__EXERCISE__: Every line that contains the word "highway" should be copied from the records below.

───── TASK DATA

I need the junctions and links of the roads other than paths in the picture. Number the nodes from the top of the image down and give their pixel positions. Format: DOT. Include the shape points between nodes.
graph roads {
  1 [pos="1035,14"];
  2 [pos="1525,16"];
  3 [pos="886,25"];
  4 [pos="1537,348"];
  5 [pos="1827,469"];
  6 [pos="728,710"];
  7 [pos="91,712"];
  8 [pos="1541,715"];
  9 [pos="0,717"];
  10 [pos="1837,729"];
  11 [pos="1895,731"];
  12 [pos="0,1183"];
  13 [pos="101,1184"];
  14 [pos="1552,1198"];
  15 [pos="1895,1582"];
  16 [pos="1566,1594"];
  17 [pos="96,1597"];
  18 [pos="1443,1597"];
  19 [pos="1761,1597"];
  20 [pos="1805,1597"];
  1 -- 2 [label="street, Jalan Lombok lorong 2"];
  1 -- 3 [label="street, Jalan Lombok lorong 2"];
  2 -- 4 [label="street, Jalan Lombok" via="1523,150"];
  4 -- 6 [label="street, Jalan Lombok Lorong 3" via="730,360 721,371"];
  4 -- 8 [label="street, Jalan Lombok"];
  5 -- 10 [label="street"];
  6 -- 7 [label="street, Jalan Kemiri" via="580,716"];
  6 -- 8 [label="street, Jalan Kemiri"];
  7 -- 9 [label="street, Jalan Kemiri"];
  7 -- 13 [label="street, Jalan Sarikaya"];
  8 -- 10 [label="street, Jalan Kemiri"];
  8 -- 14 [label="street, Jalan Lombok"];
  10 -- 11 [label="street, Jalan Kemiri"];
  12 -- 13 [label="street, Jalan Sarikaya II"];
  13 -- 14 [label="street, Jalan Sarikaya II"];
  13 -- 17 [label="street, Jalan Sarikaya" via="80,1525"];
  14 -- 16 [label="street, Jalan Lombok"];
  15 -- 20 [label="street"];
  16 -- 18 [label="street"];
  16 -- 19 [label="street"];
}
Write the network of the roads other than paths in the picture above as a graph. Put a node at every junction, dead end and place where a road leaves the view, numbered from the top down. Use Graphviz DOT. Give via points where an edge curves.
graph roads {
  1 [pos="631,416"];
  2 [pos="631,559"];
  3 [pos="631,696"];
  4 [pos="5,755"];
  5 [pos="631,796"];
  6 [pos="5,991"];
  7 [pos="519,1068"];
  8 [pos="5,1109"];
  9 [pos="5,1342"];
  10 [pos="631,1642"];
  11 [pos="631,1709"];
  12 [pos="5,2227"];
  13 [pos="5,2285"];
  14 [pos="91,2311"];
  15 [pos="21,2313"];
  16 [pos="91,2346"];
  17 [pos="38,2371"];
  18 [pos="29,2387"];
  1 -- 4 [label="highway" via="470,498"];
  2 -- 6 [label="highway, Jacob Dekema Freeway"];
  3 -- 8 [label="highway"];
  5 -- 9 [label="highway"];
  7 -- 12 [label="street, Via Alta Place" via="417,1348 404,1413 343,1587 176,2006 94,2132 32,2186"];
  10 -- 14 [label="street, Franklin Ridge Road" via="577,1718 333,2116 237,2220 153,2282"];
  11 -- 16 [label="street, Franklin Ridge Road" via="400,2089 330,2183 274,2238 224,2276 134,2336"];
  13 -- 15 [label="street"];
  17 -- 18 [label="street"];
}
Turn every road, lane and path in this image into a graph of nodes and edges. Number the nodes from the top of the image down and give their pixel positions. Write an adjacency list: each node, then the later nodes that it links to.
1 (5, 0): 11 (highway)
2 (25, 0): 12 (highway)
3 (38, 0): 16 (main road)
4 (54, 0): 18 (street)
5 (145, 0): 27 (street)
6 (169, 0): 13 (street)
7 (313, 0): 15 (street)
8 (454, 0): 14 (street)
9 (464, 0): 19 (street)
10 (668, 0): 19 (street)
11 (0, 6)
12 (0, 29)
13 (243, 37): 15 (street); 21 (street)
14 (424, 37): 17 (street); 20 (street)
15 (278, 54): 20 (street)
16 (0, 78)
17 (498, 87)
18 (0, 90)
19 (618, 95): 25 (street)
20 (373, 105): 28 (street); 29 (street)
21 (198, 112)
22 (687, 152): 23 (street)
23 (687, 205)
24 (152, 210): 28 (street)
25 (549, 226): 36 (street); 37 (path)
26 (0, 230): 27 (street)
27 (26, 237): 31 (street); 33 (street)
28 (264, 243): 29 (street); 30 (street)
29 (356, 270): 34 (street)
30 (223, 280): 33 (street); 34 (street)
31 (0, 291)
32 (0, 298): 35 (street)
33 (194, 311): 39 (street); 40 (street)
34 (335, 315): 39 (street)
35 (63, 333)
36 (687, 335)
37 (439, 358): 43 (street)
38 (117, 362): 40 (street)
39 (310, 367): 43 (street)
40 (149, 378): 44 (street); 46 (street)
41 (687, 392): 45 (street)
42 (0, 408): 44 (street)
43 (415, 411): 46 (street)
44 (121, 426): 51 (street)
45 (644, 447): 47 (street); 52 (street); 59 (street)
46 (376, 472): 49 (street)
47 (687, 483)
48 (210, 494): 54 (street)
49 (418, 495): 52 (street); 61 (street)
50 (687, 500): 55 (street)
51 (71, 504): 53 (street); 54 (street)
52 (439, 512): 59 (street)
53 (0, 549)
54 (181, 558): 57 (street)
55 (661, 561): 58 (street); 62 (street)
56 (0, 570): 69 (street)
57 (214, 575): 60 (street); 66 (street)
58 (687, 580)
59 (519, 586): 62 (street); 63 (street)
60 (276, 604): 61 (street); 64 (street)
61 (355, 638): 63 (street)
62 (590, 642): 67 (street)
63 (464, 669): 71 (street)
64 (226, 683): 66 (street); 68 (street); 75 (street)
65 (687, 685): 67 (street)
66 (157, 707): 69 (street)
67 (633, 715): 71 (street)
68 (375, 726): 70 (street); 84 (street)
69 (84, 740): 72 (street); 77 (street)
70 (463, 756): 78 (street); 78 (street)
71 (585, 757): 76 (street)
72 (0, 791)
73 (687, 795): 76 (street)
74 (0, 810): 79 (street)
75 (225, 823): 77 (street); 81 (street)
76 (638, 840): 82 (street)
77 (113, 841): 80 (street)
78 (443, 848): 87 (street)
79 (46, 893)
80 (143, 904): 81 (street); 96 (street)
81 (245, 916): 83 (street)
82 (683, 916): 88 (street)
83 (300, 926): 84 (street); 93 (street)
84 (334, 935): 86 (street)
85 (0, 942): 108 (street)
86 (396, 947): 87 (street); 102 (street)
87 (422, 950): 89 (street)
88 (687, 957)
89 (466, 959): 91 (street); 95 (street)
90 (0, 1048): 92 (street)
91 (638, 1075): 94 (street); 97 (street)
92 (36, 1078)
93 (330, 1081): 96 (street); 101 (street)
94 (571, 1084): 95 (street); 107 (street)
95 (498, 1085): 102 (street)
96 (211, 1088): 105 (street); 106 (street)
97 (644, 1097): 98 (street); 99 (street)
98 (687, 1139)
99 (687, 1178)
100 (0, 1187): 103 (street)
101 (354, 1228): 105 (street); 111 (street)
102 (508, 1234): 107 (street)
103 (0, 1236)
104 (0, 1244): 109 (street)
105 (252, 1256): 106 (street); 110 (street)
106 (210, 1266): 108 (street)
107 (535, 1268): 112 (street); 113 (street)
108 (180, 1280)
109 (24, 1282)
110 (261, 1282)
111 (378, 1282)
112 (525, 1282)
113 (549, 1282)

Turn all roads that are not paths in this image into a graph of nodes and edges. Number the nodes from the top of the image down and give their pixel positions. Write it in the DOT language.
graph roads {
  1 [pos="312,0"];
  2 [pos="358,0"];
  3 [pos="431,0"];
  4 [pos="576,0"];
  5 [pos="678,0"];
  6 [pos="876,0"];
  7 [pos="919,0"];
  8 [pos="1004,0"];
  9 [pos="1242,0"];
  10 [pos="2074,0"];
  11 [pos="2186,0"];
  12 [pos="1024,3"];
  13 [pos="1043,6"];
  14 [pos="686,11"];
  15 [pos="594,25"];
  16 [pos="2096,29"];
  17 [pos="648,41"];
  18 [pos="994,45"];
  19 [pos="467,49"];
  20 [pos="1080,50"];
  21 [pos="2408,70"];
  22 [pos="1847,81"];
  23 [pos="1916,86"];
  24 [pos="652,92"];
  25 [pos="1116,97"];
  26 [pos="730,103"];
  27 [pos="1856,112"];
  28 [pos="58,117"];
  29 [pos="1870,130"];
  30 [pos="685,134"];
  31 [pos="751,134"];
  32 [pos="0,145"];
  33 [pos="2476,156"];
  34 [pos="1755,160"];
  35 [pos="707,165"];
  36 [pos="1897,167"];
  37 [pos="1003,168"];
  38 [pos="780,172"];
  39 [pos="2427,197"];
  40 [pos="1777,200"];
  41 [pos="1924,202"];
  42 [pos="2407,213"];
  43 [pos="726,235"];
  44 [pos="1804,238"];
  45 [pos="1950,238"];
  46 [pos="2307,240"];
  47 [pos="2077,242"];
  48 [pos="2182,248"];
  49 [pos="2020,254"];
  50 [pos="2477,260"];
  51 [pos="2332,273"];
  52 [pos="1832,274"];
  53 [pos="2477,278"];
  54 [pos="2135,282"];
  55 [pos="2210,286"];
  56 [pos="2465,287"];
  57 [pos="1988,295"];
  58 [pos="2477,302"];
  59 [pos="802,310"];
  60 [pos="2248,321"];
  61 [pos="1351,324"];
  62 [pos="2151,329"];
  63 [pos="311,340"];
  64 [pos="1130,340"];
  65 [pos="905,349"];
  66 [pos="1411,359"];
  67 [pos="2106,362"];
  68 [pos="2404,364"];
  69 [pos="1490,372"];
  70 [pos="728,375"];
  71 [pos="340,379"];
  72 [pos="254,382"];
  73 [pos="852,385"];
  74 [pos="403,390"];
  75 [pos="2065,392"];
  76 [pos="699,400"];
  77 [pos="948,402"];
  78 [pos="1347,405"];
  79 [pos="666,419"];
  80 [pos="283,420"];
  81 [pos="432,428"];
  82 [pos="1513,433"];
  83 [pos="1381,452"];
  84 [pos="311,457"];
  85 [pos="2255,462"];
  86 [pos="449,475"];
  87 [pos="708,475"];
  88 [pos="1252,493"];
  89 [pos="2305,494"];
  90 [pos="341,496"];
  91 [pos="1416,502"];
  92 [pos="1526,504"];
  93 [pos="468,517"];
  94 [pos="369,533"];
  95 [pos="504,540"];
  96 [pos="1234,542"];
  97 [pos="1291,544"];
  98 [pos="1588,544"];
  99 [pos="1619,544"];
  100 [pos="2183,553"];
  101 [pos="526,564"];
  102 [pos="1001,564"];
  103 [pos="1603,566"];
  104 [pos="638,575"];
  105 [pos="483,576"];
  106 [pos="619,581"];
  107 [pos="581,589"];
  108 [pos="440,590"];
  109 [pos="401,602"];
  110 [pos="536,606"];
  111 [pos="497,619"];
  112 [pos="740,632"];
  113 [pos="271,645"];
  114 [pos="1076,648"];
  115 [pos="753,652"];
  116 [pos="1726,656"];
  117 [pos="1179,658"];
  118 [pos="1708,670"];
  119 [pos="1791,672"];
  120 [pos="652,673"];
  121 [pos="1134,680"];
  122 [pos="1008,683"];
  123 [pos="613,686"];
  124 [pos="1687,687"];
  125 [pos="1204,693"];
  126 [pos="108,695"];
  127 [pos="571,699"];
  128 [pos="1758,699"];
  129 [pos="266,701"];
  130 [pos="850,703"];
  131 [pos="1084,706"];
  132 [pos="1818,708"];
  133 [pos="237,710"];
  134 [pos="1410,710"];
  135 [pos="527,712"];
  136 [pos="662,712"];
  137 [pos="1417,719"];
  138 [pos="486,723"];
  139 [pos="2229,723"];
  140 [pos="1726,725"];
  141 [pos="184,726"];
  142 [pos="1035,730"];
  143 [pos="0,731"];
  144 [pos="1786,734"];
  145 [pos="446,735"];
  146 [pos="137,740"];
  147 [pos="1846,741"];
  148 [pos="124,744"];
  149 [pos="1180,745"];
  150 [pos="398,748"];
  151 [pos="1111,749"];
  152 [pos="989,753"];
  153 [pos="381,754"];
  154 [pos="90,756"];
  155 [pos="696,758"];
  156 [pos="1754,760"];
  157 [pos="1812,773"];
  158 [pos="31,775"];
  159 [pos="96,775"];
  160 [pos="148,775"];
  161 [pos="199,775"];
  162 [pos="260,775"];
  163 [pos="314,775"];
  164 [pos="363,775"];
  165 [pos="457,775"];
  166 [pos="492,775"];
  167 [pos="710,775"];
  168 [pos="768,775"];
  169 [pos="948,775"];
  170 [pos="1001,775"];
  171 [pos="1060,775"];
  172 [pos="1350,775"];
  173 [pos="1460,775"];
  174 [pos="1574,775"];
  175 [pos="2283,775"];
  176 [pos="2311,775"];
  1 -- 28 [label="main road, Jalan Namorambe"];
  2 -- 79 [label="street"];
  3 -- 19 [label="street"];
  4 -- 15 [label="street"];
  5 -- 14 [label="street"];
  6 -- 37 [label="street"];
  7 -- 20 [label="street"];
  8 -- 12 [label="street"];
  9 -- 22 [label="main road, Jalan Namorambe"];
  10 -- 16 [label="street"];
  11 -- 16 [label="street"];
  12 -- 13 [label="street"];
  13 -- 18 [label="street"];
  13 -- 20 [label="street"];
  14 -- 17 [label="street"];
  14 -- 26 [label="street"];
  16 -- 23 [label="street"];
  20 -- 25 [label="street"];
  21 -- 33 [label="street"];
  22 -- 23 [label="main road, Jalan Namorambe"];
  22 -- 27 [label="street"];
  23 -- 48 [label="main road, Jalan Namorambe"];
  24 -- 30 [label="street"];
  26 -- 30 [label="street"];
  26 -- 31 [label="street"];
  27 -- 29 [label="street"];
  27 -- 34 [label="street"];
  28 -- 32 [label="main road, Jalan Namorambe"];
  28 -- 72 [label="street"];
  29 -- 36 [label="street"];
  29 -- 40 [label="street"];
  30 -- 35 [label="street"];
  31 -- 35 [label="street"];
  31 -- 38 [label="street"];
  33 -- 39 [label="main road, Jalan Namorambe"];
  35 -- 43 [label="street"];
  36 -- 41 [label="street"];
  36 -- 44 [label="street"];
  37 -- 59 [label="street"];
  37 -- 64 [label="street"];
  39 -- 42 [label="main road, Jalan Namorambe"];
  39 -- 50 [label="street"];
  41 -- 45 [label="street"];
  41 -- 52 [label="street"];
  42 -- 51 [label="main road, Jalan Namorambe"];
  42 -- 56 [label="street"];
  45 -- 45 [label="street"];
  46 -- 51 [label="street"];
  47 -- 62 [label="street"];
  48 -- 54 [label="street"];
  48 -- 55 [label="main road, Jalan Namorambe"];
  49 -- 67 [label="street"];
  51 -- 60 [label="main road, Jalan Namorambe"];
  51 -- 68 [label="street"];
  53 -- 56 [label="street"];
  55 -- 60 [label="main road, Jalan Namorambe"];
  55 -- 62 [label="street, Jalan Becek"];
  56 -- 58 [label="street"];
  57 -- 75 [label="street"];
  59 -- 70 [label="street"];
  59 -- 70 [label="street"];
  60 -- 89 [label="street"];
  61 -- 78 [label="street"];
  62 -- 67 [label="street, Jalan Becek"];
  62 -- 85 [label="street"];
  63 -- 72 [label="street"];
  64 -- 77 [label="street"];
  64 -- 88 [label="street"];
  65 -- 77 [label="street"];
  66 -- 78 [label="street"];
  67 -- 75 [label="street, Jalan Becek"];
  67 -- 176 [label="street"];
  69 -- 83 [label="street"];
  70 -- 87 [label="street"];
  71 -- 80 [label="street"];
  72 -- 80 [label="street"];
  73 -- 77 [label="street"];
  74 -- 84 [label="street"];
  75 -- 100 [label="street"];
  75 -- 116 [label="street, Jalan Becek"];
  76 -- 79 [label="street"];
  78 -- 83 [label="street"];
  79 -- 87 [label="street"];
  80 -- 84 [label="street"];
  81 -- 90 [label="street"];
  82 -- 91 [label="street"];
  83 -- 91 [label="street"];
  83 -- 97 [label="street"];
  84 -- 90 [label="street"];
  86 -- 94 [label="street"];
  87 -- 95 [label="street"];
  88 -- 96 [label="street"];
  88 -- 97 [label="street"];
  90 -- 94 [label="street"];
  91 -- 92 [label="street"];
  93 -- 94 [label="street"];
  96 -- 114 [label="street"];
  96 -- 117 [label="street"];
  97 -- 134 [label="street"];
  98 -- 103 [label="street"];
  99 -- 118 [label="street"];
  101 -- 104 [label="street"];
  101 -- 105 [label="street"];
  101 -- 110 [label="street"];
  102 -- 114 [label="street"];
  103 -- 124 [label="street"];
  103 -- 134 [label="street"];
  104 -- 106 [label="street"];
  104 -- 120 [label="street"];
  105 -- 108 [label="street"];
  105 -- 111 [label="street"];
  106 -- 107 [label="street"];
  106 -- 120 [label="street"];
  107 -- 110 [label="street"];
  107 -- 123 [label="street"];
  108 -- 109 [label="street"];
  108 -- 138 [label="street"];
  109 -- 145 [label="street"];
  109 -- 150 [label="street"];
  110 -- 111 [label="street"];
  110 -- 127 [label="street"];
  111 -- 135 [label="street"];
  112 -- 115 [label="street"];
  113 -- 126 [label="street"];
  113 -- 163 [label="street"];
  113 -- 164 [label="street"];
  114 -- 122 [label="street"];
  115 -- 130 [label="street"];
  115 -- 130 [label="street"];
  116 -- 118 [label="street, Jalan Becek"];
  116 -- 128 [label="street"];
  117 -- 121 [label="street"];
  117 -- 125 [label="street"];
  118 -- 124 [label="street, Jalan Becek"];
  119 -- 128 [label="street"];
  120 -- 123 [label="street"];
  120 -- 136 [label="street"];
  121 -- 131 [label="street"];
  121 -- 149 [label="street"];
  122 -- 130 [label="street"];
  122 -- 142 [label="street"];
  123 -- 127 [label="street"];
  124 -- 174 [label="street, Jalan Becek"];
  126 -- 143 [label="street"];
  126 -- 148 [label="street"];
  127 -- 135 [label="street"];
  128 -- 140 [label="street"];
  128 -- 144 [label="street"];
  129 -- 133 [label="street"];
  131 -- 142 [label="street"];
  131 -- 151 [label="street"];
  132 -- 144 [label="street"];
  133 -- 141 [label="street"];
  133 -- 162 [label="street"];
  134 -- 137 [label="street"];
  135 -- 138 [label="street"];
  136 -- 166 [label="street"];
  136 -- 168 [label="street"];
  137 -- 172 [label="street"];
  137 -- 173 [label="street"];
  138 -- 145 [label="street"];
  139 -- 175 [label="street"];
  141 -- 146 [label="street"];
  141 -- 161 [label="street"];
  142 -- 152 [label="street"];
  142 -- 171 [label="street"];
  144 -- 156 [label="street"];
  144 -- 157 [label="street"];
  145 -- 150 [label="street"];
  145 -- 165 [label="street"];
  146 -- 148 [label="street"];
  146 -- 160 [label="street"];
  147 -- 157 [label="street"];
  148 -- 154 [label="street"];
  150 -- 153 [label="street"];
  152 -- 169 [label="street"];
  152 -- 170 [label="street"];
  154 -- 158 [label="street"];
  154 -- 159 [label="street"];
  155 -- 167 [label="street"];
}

──────────

__RESULT OF THIS EXERCISE__:
  1 -- 4 [label="highway" via="470,498"];
  2 -- 6 [label="highway, Jacob Dekema Freeway"];
  3 -- 8 [label="highway"];
  5 -- 9 [label="highway"];
1 (5, 0): 11 (highway)
2 (25, 0): 12 (highway)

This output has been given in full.